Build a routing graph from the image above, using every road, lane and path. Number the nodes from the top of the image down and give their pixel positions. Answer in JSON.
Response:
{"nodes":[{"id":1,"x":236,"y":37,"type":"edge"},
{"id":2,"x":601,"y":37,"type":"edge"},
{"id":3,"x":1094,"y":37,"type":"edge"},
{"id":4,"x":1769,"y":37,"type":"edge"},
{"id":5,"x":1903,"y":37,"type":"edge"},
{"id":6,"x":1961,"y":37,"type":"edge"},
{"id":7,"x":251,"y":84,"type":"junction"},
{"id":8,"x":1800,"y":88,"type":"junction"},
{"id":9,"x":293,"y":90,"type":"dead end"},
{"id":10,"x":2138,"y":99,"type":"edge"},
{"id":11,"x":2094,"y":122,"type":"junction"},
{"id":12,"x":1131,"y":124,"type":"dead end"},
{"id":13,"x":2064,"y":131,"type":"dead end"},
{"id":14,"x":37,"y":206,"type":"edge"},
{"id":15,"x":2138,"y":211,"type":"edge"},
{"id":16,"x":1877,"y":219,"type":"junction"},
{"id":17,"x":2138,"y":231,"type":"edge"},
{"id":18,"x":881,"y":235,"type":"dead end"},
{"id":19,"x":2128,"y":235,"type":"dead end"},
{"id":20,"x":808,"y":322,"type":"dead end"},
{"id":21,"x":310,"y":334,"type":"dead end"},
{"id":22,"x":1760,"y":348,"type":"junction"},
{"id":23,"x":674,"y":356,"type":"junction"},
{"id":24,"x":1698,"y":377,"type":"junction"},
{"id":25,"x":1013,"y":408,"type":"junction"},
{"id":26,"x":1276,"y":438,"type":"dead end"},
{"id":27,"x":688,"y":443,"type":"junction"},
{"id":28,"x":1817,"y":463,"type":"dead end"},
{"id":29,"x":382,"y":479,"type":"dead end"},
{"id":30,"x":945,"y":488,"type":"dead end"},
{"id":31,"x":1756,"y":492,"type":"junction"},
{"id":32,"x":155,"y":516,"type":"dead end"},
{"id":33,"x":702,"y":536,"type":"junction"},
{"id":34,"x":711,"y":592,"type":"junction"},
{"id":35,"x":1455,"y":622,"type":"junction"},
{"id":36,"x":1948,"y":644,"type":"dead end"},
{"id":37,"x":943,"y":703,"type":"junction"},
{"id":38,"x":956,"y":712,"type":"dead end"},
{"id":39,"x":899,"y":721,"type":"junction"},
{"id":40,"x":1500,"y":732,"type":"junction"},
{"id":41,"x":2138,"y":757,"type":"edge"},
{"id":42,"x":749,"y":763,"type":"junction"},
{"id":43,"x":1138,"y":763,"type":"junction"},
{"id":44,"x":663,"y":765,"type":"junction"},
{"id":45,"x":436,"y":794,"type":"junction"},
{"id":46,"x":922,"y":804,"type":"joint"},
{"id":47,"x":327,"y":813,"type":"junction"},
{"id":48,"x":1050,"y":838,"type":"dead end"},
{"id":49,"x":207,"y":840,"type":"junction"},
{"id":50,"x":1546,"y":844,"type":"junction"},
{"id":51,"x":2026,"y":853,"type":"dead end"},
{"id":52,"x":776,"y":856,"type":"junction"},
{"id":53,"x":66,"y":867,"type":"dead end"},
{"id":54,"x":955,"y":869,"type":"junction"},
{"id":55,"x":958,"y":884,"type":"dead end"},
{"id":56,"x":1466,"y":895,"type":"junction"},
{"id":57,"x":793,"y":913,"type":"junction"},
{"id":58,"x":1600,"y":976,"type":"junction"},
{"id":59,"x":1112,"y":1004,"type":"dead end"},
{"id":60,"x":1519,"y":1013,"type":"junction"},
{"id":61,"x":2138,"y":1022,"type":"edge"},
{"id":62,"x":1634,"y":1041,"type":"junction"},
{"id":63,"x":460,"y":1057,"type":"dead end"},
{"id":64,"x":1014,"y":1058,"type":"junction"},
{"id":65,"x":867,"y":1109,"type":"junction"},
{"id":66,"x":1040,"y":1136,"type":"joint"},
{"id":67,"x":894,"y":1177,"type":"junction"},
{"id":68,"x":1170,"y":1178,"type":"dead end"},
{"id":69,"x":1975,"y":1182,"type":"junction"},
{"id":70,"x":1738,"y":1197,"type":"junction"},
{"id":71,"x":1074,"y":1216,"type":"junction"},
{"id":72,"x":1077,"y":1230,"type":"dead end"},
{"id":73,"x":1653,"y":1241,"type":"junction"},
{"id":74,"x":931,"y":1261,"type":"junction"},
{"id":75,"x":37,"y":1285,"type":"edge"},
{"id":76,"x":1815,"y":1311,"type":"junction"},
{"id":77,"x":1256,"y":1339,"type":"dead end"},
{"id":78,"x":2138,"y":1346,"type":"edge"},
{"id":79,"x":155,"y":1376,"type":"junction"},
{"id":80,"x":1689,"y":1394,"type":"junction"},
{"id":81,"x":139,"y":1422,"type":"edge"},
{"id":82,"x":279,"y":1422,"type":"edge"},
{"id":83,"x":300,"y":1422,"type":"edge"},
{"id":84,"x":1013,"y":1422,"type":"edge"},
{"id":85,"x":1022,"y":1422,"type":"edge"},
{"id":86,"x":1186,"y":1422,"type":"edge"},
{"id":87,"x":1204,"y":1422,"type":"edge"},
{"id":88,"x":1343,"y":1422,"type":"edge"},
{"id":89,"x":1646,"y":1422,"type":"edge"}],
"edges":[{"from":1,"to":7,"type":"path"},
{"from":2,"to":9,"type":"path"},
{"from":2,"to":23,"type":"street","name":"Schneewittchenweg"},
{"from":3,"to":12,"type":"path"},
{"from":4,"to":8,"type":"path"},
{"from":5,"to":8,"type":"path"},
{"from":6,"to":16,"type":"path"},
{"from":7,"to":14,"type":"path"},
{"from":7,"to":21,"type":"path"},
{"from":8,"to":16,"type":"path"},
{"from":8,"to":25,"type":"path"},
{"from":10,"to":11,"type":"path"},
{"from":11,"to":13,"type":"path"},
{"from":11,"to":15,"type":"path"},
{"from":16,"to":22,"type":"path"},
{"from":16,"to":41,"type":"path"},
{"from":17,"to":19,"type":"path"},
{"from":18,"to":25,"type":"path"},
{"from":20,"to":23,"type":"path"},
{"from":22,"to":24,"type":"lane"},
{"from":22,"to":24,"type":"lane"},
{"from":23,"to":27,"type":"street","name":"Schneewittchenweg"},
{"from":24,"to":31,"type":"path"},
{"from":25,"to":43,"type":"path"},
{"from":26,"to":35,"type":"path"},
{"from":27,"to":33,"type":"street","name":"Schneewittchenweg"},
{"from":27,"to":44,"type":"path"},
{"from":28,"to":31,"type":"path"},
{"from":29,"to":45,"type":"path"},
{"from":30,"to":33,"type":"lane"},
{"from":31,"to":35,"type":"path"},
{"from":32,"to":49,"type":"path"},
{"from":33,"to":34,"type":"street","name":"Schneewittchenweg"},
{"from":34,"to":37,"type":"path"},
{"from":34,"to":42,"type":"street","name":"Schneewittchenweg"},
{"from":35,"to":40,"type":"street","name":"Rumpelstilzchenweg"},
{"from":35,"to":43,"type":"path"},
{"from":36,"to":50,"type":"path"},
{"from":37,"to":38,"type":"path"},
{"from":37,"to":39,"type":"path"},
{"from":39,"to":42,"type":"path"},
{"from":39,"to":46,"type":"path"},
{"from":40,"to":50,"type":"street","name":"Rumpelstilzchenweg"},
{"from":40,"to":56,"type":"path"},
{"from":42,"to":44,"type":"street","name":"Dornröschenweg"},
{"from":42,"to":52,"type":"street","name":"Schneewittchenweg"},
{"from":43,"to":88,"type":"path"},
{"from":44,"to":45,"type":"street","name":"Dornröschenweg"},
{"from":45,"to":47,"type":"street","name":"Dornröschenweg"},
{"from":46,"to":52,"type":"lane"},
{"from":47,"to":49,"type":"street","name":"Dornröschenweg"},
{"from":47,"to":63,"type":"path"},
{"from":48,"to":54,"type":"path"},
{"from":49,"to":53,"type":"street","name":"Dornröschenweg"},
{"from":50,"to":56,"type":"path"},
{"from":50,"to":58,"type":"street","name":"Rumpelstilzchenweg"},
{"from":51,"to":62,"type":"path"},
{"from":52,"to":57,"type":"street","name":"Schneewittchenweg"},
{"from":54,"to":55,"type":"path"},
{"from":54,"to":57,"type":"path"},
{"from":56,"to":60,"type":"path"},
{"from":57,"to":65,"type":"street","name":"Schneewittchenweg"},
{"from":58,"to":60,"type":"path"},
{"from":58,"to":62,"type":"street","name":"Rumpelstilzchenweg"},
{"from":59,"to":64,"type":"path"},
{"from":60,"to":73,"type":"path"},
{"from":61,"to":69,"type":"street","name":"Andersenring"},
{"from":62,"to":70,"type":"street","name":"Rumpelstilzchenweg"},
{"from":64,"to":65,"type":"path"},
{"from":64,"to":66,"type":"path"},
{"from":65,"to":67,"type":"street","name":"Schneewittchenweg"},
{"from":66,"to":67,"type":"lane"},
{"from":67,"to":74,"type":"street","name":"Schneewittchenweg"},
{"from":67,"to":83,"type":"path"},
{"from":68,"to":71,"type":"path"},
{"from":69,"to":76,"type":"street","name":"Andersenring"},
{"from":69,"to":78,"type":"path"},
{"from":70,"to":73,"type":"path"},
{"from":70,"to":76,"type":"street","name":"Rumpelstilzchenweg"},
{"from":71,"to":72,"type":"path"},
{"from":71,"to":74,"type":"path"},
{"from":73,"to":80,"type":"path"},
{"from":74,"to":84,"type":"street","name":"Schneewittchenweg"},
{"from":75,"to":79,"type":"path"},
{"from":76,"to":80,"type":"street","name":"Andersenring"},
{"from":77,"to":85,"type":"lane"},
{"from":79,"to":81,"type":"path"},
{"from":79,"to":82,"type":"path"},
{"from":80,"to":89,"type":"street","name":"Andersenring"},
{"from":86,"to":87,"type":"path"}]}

__________________________________________________

■ **INSTRUCTIONS FOR THE TASK**: Return every line in the listing that contains the word "Rumpelstilzchenweg".

■ **RESULT OF THIS EXERCISE**:
{"from":35,"to":40,"type":"street","name":"Rumpelstilzchenweg"},
{"from":40,"to":50,"type":"street","name":"Rumpelstilzchenweg"},
{"from":50,"to":58,"type":"street","name":"Rumpelstilzchenweg"},
{"from":58,"to":62,"type":"street","name":"Rumpelstilzchenweg"},
{"from":62,"to":70,"type":"street","name":"Rumpelstilzchenweg"},
{"from":70,"to":76,"type":"street","name":"Rumpelstilzchenweg"},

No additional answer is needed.